Search code examples
rubyxmlhpricot

Hpricot XML text search


Hpricot + Ruby XML parsing and logical selection.

Objective: Find all title written by author Bob.

My XML file:

<rss>
<channel>
<item>
<title>Book1</title>
<pubDate>march 1 2010</pubDate>
<author>Bob</author>
</item>

<item>
<title>book2</title>
<pubDate>october 4 2009</pubDate>
<author>Bill</author>
</item>

<item>
<title>book3</title>
<pubDate>June 5 2010</pubDate>
<author>Steve</author>
</item>
</channel>
</rss>

#my Hpricot, running this code returns no output, however the search pattern works on its own.
 (doc % :rss % :channel / :item).each do |item|

        a=item.search("author[text()*='Bob']")

        #puts "FOUND" if a.include?"Bob"
        puts item.at("title") if a.include?"Bob"

  end

Solution

  • One of the ideas behind XPath is it allows us to navigate a DOM similarly to a disk directory:

    require 'hpricot'
    
    xml = <<EOT
    <rss>
        <channel>
            <item>
                <title>Book1</title>
                <pubDate>march 1 2010</pubDate>
                <author>Bob</author>
            </item>
    
            <item>
                <title>book2</title>
                <pubDate>october 4 2009</pubDate>
                <author>Bill</author>
            </item>
    
            <item>
                <title>book3</title>
                <pubDate>June 5 2010</pubDate>
                <author>Steve</author>
            </item>
    
            <item>
                <title>Book4</title>
                <pubDate>march 1 2010</pubDate>
                <author>Bob</author>
            </item>
    
        </channel>
    </rss>
    EOT
    
    doc = Hpricot(xml)
    
    titles = (doc / '//author[text()="Bob"]/../title' )
    titles # => #<Hpricot::Elements[{elem <title> "Book1" </title>}, {elem <title> "Book4" </title>}]>
    

    That means: "find all the books by Bob, then look up one level and find the title tag".

    I added an extra book by "Bob" to test getting all occurrences.

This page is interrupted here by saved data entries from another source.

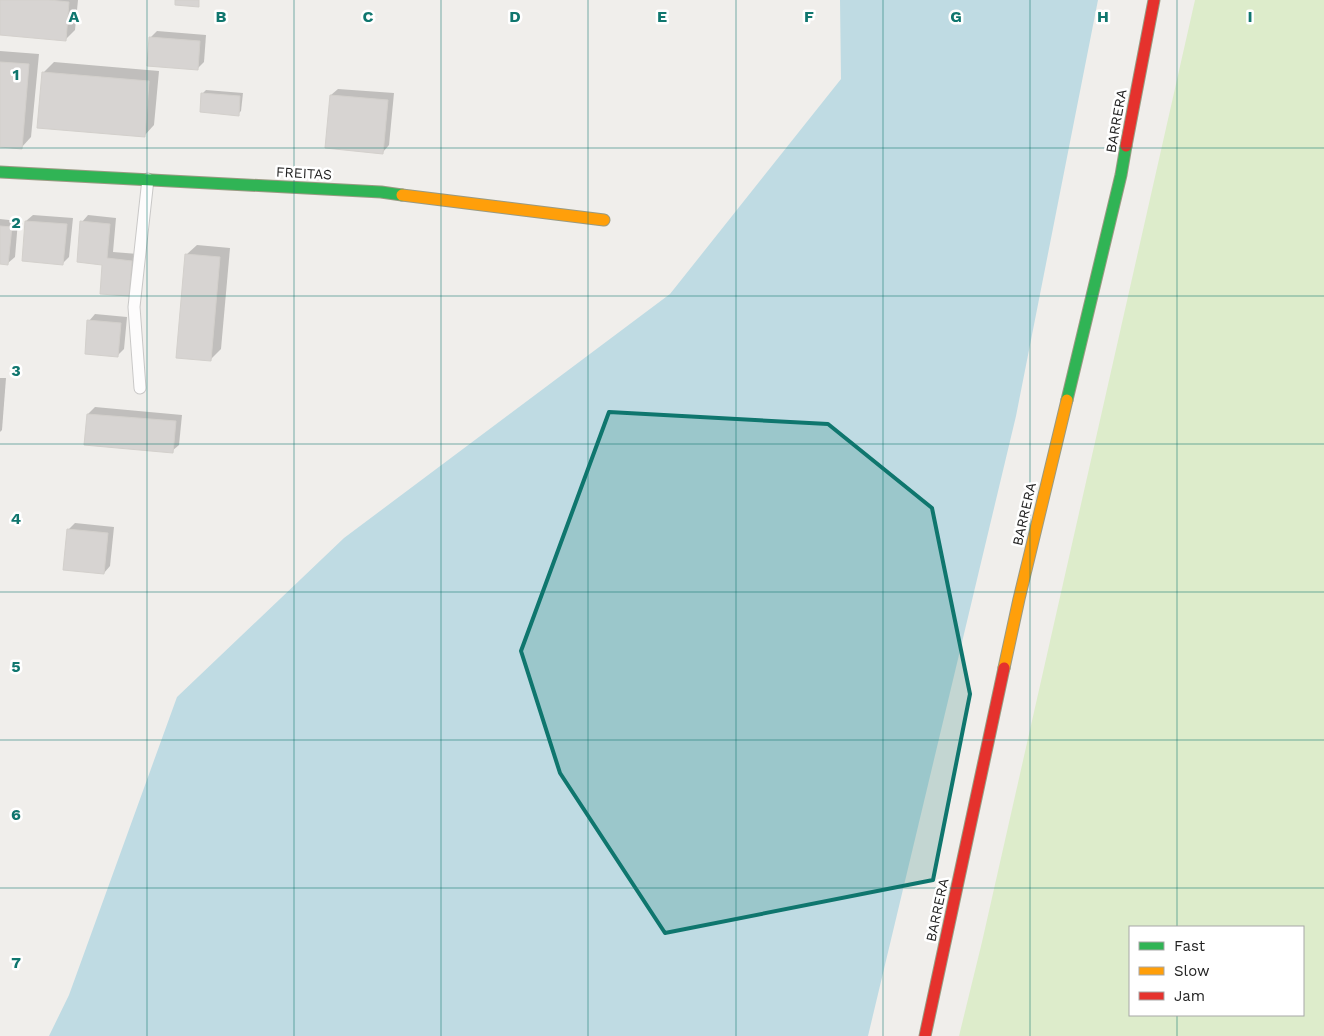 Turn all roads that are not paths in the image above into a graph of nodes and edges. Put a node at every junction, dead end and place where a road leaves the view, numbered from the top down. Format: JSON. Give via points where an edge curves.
{"nodes":[{"id":1,"x":1154,"y":0,"type":"edge"},
{"id":2,"x":0,"y":172,"type":"edge"},
{"id":3,"x":148,"y":179,"type":"junction"},
{"id":4,"x":604,"y":220,"type":"dead end"},
{"id":5,"x":140,"y":388,"type":"dead end"},
{"id":6,"x":925,"y":1036,"type":"edge"}],
"edges":[{"from":1,"to":6,"type":"street","name":"BARRERA","via":[[1121,175],[1019,599]]},
{"from":2,"to":3,"type":"street","name":"FREITAS"},
{"from":3,"to":4,"type":"street","name":"FREITAS","via":[[381,192]]},
{"from":3,"to":5,"type":"lane","via":[[134,307]]}]} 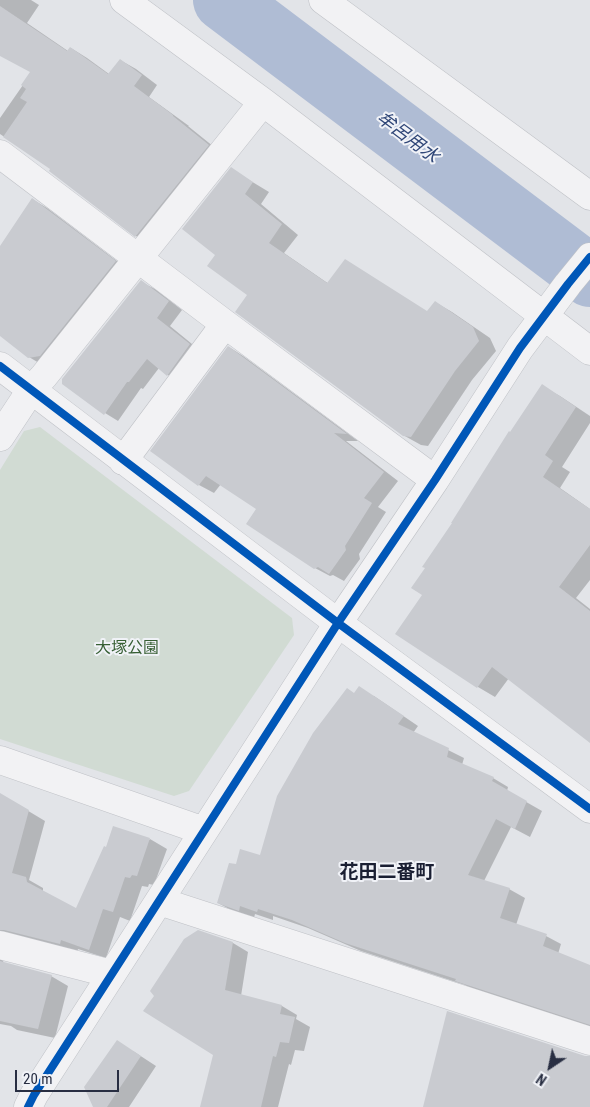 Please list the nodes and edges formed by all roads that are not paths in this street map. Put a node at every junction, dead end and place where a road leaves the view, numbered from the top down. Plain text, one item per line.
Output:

    To get the item containing a book by Bob, just move back up a level:

    items = (doc / '//author[text()="Bob"]/..' )
    puts items # => nil
    # >> <item>
    # >>             <title>Book1</title>
    # >>             <pubdate>march 1 2010</pubdate>
    # >>             <author>Bob</author>
    # >>         </item>
    # >> <item>
    # >>             <title>Book4</title>
    # >>             <pubdate>march 1 2010</pubdate>
    # >>             <author>Bob</author>
    # >>         </item>
    

    I also figured out what (doc % :rss % :channel / :item) is doing. It's equivalent to nesting the searches, minus the wrapping parenthesis, and these should all be the same in Hpricot-ese:

    (doc % :rss % :channel / :item).size # => 4
    (((doc % :rss) % :channel) / :item).size # => 4
    (doc / '//rss/channel/item').size # => 4
    (doc / 'rss channel item').size # => 4
    

    Because '//rss/channel/item' is how you'd normally see an XPath accessor, and 'rss channel item' is a CSS accessor, I'd recommend using those formats for maintenance and clarity.